= TASK ITEM =
Search the entries below for "Praça" and copy each matching line.

Saved data entries:
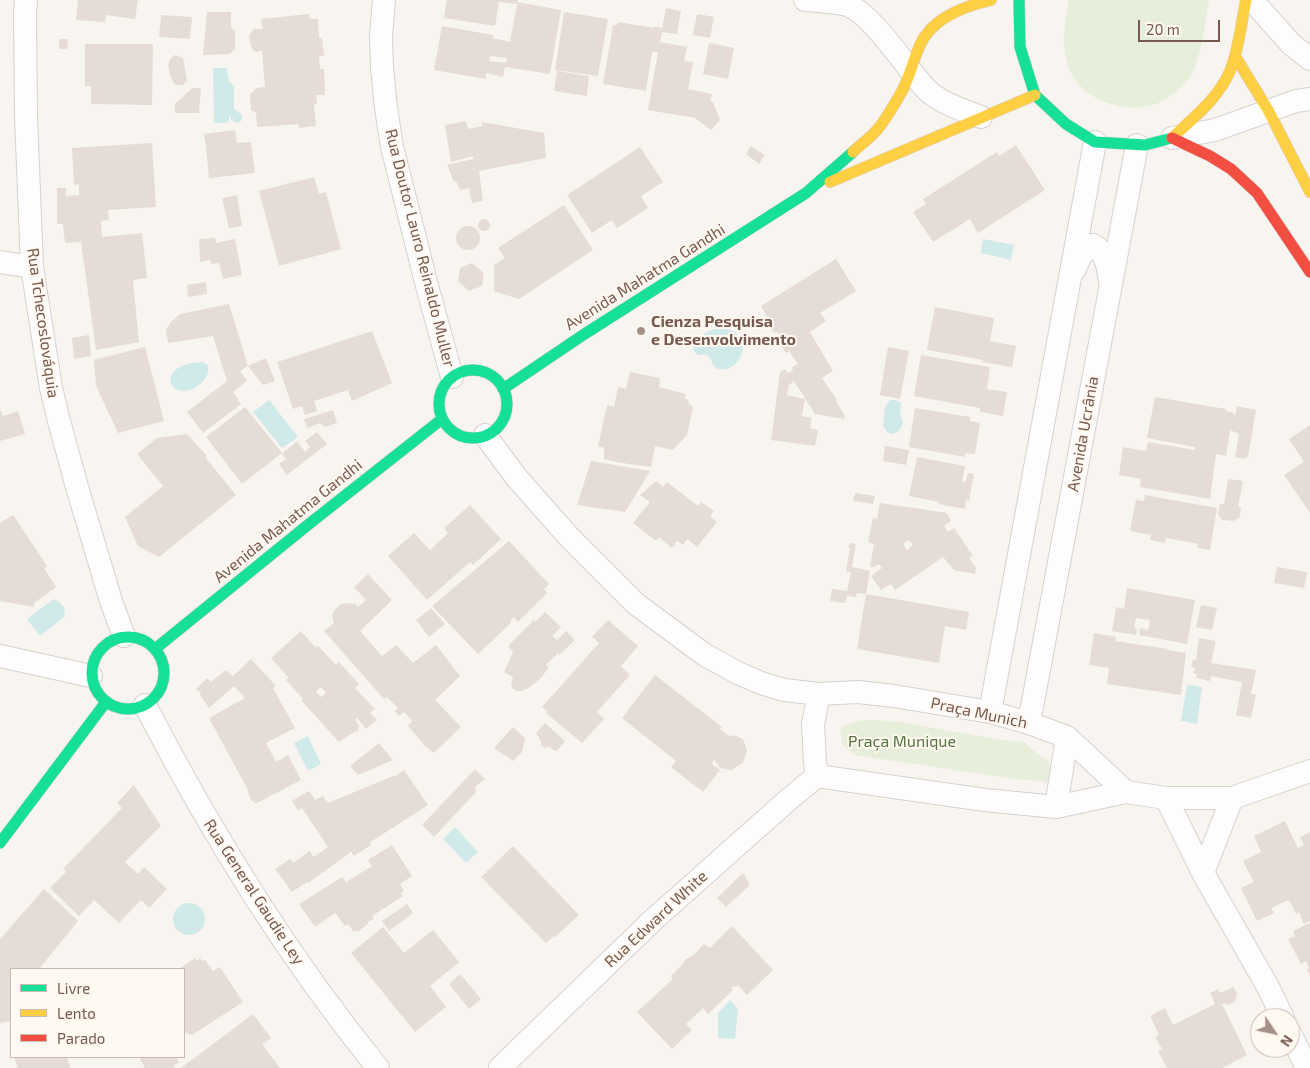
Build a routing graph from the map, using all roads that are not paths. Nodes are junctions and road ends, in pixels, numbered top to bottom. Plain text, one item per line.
1 (26, 0) edge
2 (384, 0) edge
3 (805, 0) edge
4 (1019, 0) edge
5 (1246, 0) edge
6 (1252, 0) edge
7 (976, 1) edge
8 (848, 3) edge
9 (1234, 56) junction
10 (1310, 59) edge
11 (911, 70) junction
12 (1035, 95) junction
13 (1310, 99) edge
14 (1268, 110) junction
15 (981, 117) junction
16 (1172, 138) junction
17 (1095, 142) junction
18 (1137, 145) junction
19 (1308, 184) edge
20 (806, 193) junction
21 (0, 262) edge
22 (32, 267) junction
23 (1310, 272) edge
24 (1069, 284) junction
25 (1110, 287) junction
26 (452, 377) junction
27 (503, 389) junction
28 (442, 419) junction
29 (485, 435) junction
30 (124, 636) junction
31 (155, 649) junction
32 (0, 656) edge
33 (91, 676) junction
34 (819, 694) junction
35 (106, 702) junction
36 (145, 705) junction
37 (990, 712) junction
38 (1030, 723) junction
39 (1067, 737) junction
40 (1310, 771) edge
41 (818, 776) junction
42 (1126, 792) junction
43 (1166, 798) junction
44 (1232, 798) junction
45 (1056, 807) junction
46 (0, 843) edge
47 (1203, 873) junction
48 (1278, 1008) edge
49 (1300, 1054) edge
50 (378, 1068) edge
51 (500, 1068) edge
52 (1307, 1068) edge

1 - 22 street, Rua Tchecoslováquia
2 - 26 street, Rua Doutor Lauro Reinaldo Muller
3 - 8 street
4 - 12 street
5 - 9 street
6 - 10 street
7 - 11 street, Avenida Mahatma Gandhi
8 - 11 street
9 - 14 street
9 - 16 street
11 - 15 street
11 - 20 street, Avenida Mahatma Gandhi
12 - 15 street, Avenida Mahatma Gandhi
12 - 17 street
13 - 14 street
14 - 16 street
14 - 19 street
15 - 20 street, Avenida Mahatma Gandhi
16 - 18 street
16 - 23 street
17 - 18 street
17 - 24 street
18 - 25 street, Avenida Ucrânia
20 - 27 street, Avenida Mahatma Gandhi
21 - 22 street
22 - 30 street, Rua Tchecoslováquia
24 - 25 street
24 - 37 street
25 - 38 street, Avenida Ucrânia
26 - 27 street
26 - 28 street
27 - 29 street
28 - 29 street
28 - 31 street, Avenida Mahatma Gandhi
29 - 34 street
30 - 31 street
30 - 33 street
31 - 36 street
32 - 33 street
33 - 35 street
34 - 37 street, Praça Munich
34 - 41 street
35 - 36 street
35 - 46 street
36 - 50 street, Rua General Gaudie Ley
37 - 38 street, Praça Munich
38 - 39 street, Praça Munich
39 - 42 street, Praça Munich
39 - 45 street
40 - 44 street
41 - 45 street
41 - 51 street, Rua Edward White
42 - 43 street
42 - 45 street
43 - 44 street
43 - 47 street
44 - 47 street
47 - 48 street
49 - 52 street

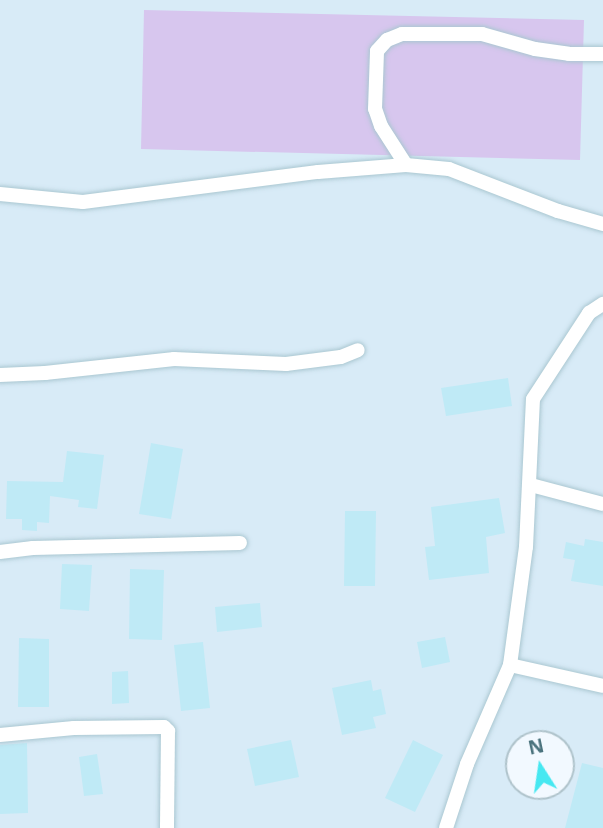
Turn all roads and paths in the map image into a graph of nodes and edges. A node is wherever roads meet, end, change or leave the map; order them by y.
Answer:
1 (603, 54) edge
2 (406, 164) junction
3 (0, 194) edge
4 (603, 224) edge
5 (603, 304) edge
6 (358, 349) dead end
7 (0, 375) edge
8 (531, 485) junction
9 (603, 504) edge
10 (240, 543) dead end
11 (0, 552) edge
12 (510, 664) junction
13 (603, 686) edge
14 (0, 734) edge
15 (167, 828) edge
16 (446, 828) edge

1 - 2 street
2 - 3 street
2 - 4 street
5 - 8 street
6 - 7 street
8 - 9 street
8 - 12 street
10 - 11 street
12 - 13 street
12 - 16 street
14 - 15 street

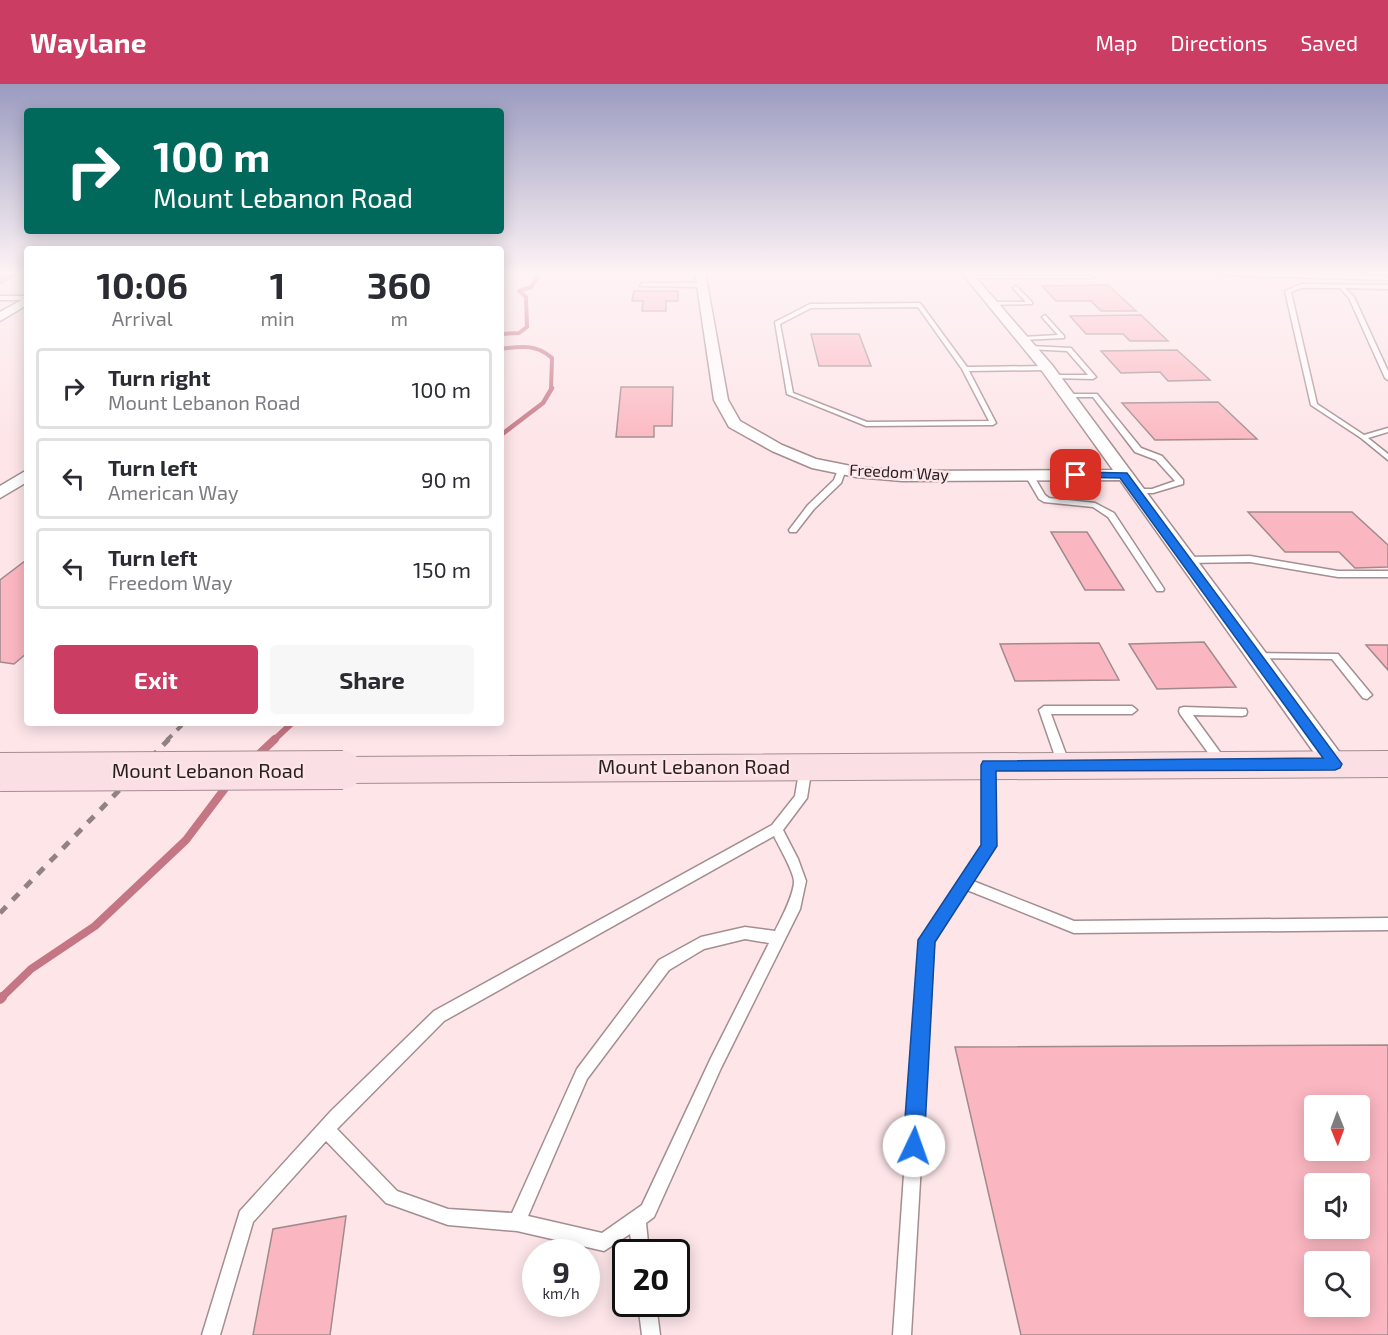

= TASK SOLUTION =
34 - 37 street, Praça Munich
37 - 38 street, Praça Munich
38 - 39 street, Praça Munich
39 - 42 street, Praça Munich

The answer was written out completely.